Wong did not say when the centre would get off the ground.

On the first day of the two-day Q&A session in the legislative hemicycle, 18 lawmakers raised a range of issues concerning the city’s public security.

The policy secretary said that cyber security should be handled within the framework of regional security and national security, adding that similar government entities had already been set up in neighbouring jurisdictions such as in the mainland, Hong Kong and Taiwan, as well as foreign countries such as South Korea. Wong said the Judiciary Police would start to thrash out the centre’s organisational structure next year.

“I want to emphasise that the setting-up of a cyber security centre and cyber security system has absolutely nothing to do with any [attempt to] restrict or monitor legal cyber activities. It won’t violate citizens’ freedom of speech,” Wong pledged, adding that the centre would monitor the Internet traffic of key local facilities, rather than the data contents of such traffic, using “scientific methods which are internationally accepted”.

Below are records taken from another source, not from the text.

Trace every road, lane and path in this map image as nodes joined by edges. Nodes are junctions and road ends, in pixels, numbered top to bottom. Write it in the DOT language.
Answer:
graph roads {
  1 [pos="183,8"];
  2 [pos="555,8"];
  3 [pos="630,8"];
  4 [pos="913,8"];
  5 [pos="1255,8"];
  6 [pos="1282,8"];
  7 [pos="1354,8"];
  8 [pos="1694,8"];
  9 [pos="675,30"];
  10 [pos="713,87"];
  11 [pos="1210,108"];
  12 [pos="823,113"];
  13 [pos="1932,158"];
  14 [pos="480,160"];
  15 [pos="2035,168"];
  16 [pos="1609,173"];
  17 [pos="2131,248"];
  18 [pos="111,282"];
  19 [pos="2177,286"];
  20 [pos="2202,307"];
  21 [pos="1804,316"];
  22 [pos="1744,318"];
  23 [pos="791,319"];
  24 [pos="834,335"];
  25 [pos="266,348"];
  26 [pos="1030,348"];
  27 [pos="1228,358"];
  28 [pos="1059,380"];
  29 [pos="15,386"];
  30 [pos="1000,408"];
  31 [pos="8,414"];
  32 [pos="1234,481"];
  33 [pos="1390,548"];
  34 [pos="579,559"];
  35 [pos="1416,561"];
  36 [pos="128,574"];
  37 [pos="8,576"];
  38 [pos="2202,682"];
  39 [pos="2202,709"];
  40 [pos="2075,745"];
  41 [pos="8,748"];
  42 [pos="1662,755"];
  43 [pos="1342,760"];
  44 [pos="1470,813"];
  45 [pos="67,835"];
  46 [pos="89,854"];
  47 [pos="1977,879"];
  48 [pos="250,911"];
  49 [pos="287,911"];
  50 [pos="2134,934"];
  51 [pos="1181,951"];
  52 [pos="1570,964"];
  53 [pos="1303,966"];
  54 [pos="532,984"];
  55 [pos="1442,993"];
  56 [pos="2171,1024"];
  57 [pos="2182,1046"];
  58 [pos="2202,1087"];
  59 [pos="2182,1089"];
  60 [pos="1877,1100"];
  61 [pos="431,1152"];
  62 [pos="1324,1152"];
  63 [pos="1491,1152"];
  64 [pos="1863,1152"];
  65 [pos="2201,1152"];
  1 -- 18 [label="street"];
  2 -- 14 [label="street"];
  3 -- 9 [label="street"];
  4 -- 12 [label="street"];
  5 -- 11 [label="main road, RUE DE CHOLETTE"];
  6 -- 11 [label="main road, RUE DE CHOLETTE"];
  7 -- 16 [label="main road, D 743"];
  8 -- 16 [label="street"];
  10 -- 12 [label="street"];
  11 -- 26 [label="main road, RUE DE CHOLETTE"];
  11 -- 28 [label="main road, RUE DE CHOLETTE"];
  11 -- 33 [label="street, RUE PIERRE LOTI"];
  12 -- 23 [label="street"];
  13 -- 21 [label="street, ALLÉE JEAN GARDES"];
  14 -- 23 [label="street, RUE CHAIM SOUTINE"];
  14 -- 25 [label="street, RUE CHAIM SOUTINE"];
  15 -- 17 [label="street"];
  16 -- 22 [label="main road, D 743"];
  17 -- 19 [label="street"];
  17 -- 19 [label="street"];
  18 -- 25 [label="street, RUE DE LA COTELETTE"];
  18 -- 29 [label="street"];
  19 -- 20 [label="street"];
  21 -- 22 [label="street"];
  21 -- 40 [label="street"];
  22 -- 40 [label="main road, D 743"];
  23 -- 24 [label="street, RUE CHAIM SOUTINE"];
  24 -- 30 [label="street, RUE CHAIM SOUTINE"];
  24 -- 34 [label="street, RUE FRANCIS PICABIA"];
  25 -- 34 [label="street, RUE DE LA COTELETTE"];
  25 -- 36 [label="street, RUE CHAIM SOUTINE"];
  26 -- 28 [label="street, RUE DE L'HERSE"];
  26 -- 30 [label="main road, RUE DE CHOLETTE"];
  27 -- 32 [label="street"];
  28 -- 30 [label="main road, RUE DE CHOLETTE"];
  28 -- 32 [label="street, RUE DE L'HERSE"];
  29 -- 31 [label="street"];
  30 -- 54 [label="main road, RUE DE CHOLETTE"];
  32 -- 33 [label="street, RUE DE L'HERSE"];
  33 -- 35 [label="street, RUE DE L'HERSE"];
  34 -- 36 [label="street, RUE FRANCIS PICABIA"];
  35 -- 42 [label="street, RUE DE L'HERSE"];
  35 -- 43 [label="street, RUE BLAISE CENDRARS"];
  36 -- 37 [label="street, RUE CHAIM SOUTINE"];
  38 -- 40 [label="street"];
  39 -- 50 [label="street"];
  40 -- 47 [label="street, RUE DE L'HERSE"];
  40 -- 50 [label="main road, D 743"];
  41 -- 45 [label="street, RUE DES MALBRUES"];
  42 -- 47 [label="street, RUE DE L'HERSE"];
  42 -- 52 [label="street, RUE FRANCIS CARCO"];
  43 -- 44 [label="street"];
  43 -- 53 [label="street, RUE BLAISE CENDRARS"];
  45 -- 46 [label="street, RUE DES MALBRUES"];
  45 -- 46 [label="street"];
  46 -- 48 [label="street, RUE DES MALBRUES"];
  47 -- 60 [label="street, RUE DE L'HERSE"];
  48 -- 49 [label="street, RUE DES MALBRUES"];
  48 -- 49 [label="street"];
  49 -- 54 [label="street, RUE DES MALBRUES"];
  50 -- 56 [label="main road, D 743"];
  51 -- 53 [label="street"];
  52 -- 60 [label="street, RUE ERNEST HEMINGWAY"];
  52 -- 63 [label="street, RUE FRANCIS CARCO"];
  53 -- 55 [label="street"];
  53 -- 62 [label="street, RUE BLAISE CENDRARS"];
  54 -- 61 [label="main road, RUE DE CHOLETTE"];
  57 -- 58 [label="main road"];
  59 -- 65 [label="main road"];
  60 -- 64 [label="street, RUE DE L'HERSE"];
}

“The threats from new security concerns such as cyber terrorism and cyber data leakage are rising,” Wong said, adding that the government had seen a raft of law enforcement difficulties in stopping and preventing cyber crimes due to their hidden and cross-border nature.

Wong also said that the city’s anti-computer crime law, which was enacted in 2009, was unable to tackle the rapidly changing security threats. He pledged to amend the law next year.

Any proposed amendment to the law would have to be passed by the legislature to take effect.